Esto es lo que pasa en tu cerebro cuando cruzas una puerta

Pocos actos tienen mayor resonancia arquetípica que el atravesar una puerta. Ya sea que esta acción represente el cruce entre dos mundos, la reinvención del ser, o el paso al ‘más allá’, entre otros, lo cierto es que cruzar un portal tiene una contundente carga simbólica y, de acuerdo con un estudio reciente, también conlleva consecuencias cognitivas.

De pijamasurf.com

De acuerdo con Walking through doorways causes forgetting: Further explorations, investigación realizada por Gabriel Radvansky, el simple acto de atravesar una puerta genera el nacimiento de un nuevo episodio en nuestra secuencia de memoria. Esto incrementa la dificultad de recordar lo que aconteció previo a dicha acción. En pocas palabras, atravesar puertas facilita el olvido.

Lo anterior se debe a que, aparentemente, nuestra memoria funciona como una especie de narrativa fragmentada en capítulos sucesivos. Y entre más episodios existan entre nuestro presente y un determinado momento, más difícil será que logremos recordarlo.

Por cierto, tras la primer serie de experimentos, que parecían confirmar la hipótesis, surgió la duda sobre si el efecto registrado (mayor dificultad para recordar lo acontecido previo al cruce) se debía a está acción o si, por el contrario, en realidad tenía que ver con el hecho de que el estar en un mismo escenario, con los mismos objetos, favorecía la capacidad de recordación. Y para disipar esta posibilidad procedieron a realizar el mismo experimento pero con entornos simulados virtualmente: las personas atravesaban una puerta solo para llegar a un cuarto idéntico al previo y tampoco lograron recordar con la misma precisión que aquellos que jamás cruzaron.
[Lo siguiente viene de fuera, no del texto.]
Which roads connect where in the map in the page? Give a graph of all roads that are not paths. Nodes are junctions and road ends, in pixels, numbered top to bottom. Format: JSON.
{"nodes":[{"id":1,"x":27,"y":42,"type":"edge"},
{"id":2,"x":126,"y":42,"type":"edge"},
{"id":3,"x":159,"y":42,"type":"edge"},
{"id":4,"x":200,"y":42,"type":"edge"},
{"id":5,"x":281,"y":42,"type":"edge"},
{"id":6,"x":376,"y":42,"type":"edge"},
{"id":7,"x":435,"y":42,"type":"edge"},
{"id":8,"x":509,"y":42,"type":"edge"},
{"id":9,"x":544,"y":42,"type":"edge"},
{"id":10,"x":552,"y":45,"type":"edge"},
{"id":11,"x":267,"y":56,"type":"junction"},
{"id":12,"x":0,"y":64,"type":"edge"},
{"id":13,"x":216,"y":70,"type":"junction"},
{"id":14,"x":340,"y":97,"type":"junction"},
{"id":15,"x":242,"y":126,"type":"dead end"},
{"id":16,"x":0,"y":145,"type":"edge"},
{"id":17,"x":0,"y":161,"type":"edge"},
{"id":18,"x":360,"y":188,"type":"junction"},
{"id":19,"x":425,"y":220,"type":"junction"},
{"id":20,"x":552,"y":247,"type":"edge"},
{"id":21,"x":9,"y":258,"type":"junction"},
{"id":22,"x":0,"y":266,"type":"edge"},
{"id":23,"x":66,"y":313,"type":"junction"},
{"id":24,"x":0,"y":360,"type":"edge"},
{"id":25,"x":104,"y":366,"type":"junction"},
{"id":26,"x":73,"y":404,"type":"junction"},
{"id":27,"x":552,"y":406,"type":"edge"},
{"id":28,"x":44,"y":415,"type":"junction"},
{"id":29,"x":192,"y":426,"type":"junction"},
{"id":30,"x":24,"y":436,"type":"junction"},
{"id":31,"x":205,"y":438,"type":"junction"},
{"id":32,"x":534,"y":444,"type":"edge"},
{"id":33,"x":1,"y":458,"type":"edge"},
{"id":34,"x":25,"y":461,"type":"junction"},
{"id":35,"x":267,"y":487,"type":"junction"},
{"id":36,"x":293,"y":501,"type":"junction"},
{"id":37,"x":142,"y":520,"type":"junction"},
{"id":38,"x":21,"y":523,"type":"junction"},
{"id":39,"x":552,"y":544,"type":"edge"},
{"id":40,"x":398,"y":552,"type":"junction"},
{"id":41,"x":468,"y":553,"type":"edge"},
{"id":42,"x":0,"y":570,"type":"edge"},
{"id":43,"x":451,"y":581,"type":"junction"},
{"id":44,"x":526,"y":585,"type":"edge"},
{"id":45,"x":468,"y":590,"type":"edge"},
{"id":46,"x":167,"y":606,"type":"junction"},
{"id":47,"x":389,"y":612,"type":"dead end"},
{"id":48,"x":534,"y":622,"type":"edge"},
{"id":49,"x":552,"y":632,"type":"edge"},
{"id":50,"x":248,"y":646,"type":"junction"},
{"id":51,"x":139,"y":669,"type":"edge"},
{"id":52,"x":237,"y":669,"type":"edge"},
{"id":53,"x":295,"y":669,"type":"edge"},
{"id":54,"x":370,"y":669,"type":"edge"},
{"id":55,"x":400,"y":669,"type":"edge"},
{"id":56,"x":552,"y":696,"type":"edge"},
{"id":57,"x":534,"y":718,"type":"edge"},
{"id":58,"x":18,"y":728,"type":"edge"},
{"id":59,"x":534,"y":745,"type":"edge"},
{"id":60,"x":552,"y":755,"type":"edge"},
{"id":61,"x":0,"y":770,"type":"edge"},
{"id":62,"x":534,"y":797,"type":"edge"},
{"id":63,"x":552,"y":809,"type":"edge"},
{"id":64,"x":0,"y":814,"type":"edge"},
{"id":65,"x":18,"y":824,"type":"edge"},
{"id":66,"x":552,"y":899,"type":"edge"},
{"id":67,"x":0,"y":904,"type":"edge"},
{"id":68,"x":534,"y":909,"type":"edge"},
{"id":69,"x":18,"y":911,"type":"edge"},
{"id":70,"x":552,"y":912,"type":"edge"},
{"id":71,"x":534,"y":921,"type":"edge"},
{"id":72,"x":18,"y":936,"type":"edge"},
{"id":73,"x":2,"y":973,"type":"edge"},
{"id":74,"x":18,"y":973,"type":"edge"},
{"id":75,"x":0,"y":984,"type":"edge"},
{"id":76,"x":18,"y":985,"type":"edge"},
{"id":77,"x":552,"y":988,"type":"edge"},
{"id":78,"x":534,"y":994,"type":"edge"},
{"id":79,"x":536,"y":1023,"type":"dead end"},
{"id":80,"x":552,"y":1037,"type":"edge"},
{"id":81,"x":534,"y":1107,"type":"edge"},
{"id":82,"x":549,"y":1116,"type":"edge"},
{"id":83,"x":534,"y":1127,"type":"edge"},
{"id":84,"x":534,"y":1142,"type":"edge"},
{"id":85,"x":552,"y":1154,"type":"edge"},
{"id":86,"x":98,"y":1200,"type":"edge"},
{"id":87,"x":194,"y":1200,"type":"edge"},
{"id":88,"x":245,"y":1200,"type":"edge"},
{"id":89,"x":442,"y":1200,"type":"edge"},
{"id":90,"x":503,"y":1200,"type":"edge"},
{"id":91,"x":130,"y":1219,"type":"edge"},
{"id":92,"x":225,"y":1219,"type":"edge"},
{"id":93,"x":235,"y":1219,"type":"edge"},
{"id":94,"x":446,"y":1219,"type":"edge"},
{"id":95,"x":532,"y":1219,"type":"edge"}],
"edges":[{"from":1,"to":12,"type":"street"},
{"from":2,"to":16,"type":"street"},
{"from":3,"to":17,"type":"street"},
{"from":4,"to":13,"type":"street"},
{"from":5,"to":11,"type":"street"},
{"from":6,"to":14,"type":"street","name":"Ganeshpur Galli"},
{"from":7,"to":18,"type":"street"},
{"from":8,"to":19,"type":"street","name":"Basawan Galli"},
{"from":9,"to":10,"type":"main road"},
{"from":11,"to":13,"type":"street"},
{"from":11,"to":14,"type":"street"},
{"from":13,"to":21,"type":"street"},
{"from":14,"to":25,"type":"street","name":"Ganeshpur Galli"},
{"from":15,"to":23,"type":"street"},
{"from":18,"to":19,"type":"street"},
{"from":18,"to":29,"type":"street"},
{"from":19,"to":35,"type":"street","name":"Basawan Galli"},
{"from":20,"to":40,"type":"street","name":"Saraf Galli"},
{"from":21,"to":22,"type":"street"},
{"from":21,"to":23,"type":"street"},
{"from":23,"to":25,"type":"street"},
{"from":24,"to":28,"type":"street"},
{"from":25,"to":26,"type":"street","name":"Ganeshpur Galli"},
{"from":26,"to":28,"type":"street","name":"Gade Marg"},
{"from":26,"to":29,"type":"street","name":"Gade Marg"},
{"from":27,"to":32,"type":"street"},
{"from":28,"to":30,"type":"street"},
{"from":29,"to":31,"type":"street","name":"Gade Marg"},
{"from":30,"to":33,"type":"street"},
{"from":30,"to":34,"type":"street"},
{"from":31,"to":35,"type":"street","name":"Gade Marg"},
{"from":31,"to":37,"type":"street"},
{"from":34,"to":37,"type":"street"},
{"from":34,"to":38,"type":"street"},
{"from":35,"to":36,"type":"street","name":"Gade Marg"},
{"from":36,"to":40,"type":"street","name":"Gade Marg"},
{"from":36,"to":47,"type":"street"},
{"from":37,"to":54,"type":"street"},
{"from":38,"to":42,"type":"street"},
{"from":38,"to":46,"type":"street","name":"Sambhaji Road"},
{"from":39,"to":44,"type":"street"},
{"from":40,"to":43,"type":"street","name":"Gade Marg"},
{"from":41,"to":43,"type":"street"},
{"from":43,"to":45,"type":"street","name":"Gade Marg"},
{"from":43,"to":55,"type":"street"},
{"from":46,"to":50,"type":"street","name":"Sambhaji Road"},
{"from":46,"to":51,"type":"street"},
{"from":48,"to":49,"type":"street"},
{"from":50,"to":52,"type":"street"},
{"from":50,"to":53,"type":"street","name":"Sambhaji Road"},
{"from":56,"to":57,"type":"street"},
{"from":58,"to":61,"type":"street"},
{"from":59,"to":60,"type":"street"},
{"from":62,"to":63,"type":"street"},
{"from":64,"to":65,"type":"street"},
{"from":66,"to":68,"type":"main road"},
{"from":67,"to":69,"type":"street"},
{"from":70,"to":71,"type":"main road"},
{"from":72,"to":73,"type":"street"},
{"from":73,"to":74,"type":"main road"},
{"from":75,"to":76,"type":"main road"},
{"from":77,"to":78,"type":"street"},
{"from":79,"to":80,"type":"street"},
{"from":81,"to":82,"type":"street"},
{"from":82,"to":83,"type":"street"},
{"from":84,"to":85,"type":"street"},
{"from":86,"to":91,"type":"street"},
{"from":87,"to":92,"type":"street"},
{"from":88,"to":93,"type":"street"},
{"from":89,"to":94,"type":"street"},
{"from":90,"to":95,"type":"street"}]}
Más allá de las implicaciones neurológicas que el acto de cruzar una puerta conlleva, lo cierto es que lo realmente apasionante es comprobar que este acto, de enorme relevancia metafórica, también impacta en forma concreta nuestro funcionamiento mental. Es decir, el estudio encabezado por Radvansky establece un lazo directo entre un acto arquetípico y una consecuencia fisiológica (en este caso ligado a una habilidad cognitiva).